## Lecture 5: SkipNet Analysis, Consistent Hashing

In this lecture we continue to discuss applications of randomized algorithms in computer networking.

1. Analysis of SkipNet Routing

Last time we introduced the SkipNet peer-to-peer system and we discussed its routing protocol. Recall that every node has a string identifier ${x}$ and a random bitstring ${y \in \{0,1\}^m}$, where ${m = 3 \log_2 n}$. The nodes are organized into several doubly-linked lists. For every bitstring ${z}$ of length at most ${m}$, there is a list ${L_z}$ containing all nodes for which ${z}$ is a prefix of their random bitstring.

We proved that:

Claim 1 With probability at least ${1-1/n}$, every list ${L_z}$ with ${|z| \geq m}$ contains at most one node.

To route messages from a node ${x}$, we use the following protocol.

• Send the message through node ${x}$‘s level ${m}$ list as far as possible towards the destination without going beyond${~}$ the destination, arriving at node ${e_m}$.
• Send the message from ${e_m}$ through node ${x}$‘s level ${m-1}$ list as far as possible towards the destination without going beyond${~}$ the destination, arriving at node ${e_{m-1}}$.
• Send the message from ${e_{m-1}}$ through node ${x}$‘s level ${m-2}$ list as far as possible towards the destination without going beyond${~}$ the destination, arriving at node ${e_{m-2}}$.
• Send the message from ${e_1}$ through the level 0 list to the destination (which we can also call ${e_0}$).

Our main theorem shows that any message traverses only ${O(\log n)}$ nodes to reach its destination.

Theorem 1 With probability at least ${1-2/n}$ (over the choice of the nodes’ random bitstrings), this routing scheme can send a message from any node to any other node by traversing ${O(\log n)}$ intermediate nodes.

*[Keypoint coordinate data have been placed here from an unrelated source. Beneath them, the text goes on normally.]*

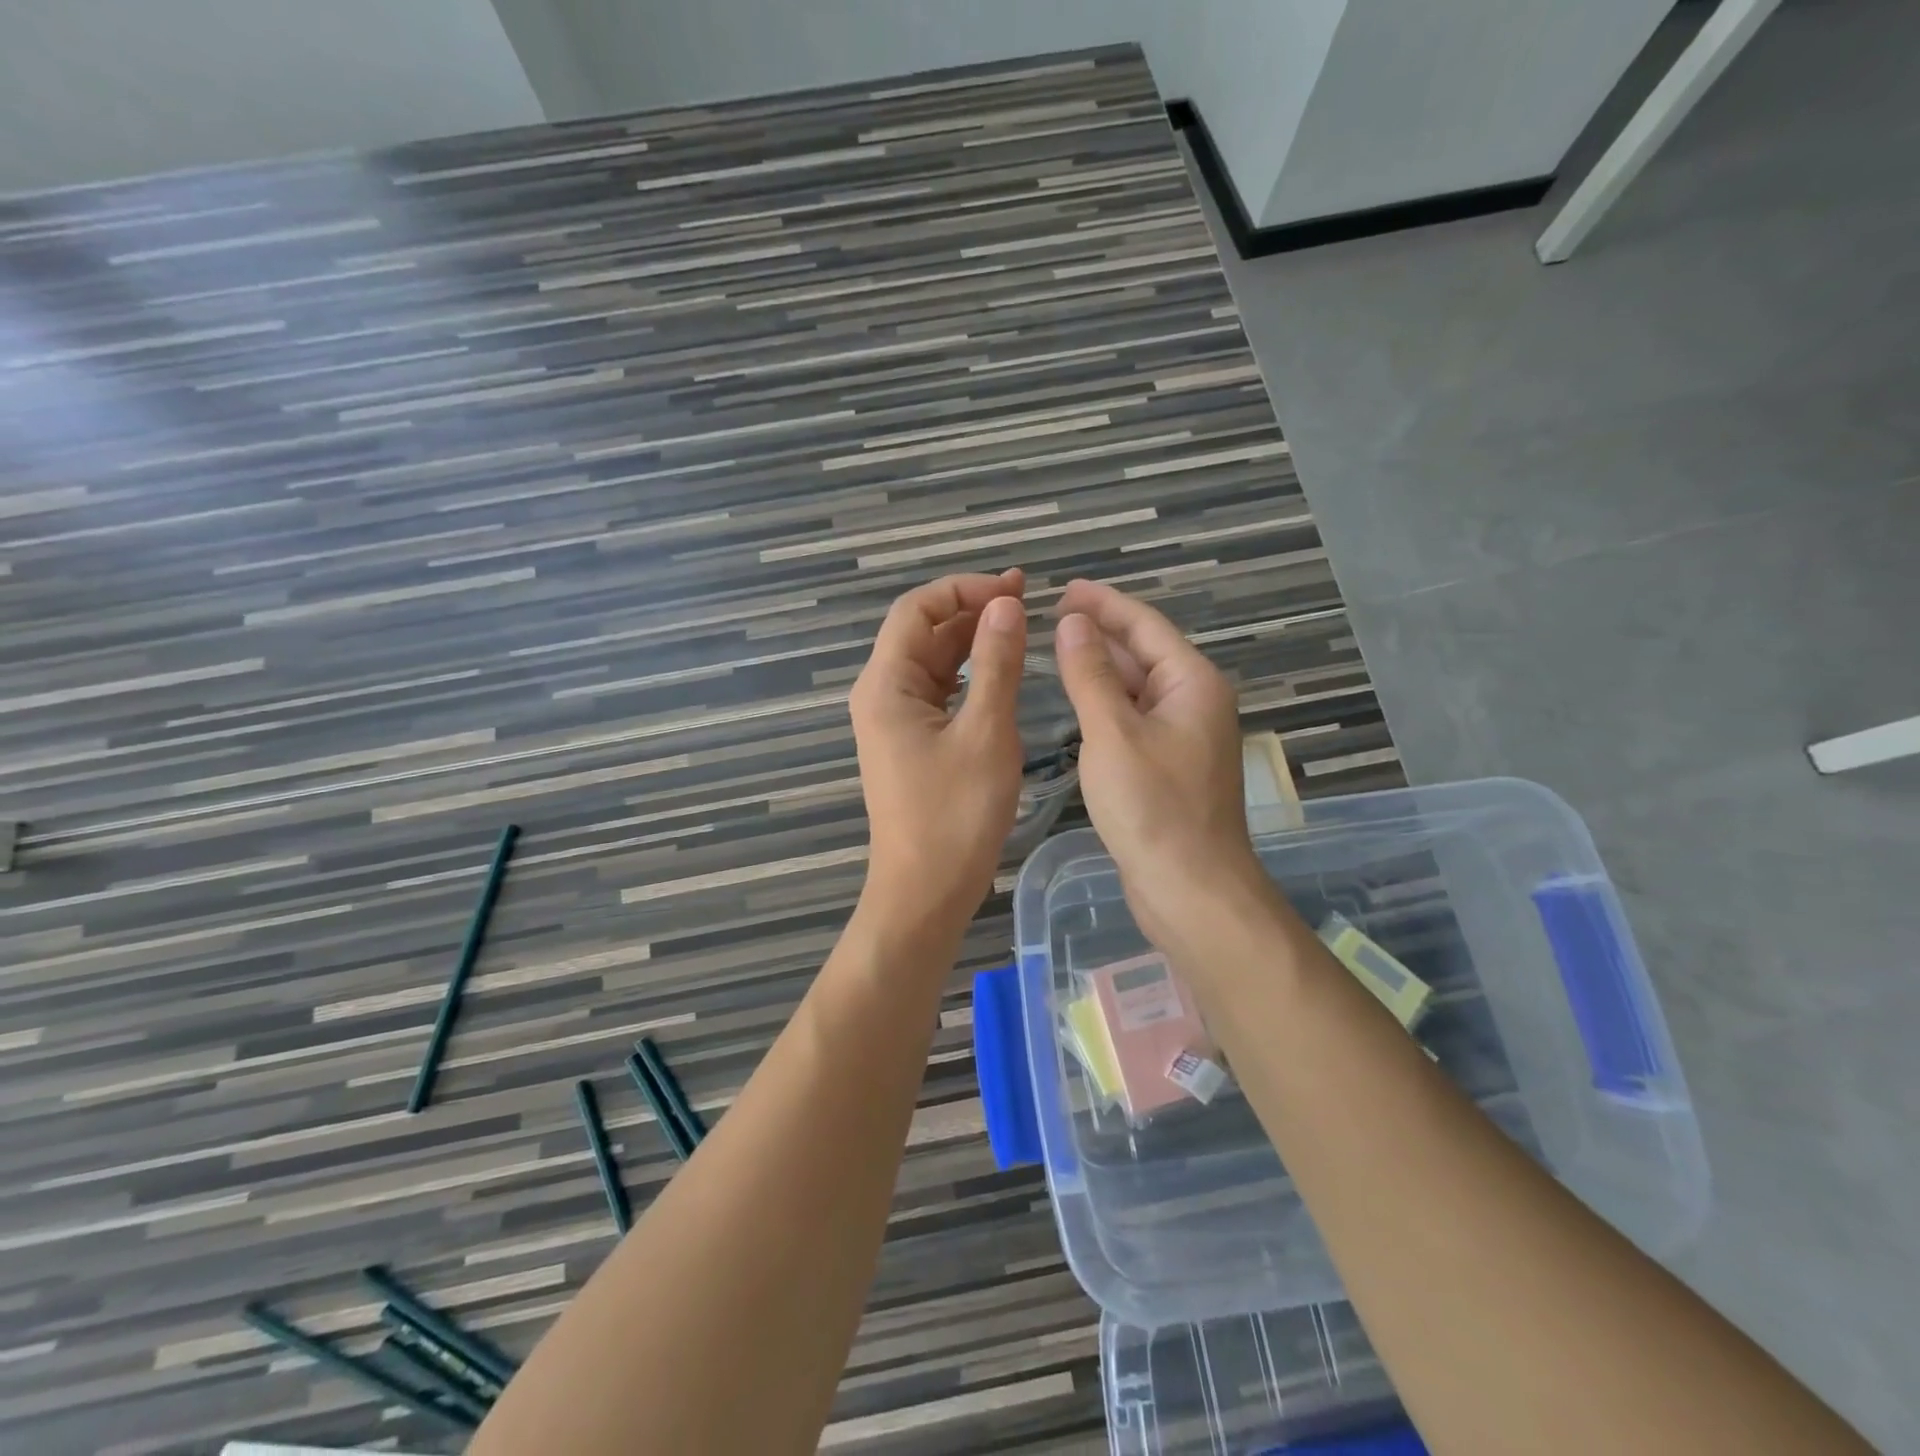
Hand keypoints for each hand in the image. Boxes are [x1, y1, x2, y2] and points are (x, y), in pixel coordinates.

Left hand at [850, 570, 1027, 936]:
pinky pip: (937, 694)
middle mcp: (881, 695)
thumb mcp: (987, 733)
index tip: (1016, 588)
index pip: (917, 610)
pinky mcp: (909, 744)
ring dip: (972, 643)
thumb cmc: (955, 815)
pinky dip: (968, 677)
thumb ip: (997, 663)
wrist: (924, 892)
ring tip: (1021, 630)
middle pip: (922, 633)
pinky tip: (1001, 674)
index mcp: (886, 685)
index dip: (964, 589)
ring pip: (932, 664)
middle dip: (971, 611)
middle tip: (1028, 602)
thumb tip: (1006, 604)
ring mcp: (892, 722)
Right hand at [1052, 579, 1265, 949]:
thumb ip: (1089, 674)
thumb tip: (1072, 622)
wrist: (1191, 890)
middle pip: (1144, 653)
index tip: (1063, 589)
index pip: (1145, 625)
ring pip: (1138, 689)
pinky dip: (1106, 705)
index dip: (1103, 603)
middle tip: (1051, 616)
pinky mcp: (1169, 767)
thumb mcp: (1112, 734)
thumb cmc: (1153, 808)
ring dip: (1102, 669)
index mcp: (1192, 683)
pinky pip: (1134, 719)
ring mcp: (1184, 737)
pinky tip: (1078, 704)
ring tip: (1057, 650)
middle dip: (1101, 632)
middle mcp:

Proof: Let the source node have identifier ${x}$ and random bits ${y}$. Let the destination node have identifier ${x_D}$. Let ${P}$ be the path giving the sequence of nodes traversed when routing a message from the source ${x}$ to the destination ${x_D}$.

Intuitively, we want to show that the path traverses only a constant number of connections at each level, and since the number of levels is ${m=O(\log n)}$, that would complete the proof. Unfortunately, this statement is too strong: there might be a level where we traverse many connections (even ${\Omega(\log n)}$ connections). But at long as this doesn’t happen too often, we can still show that the total path length is ${O(\log n)}$.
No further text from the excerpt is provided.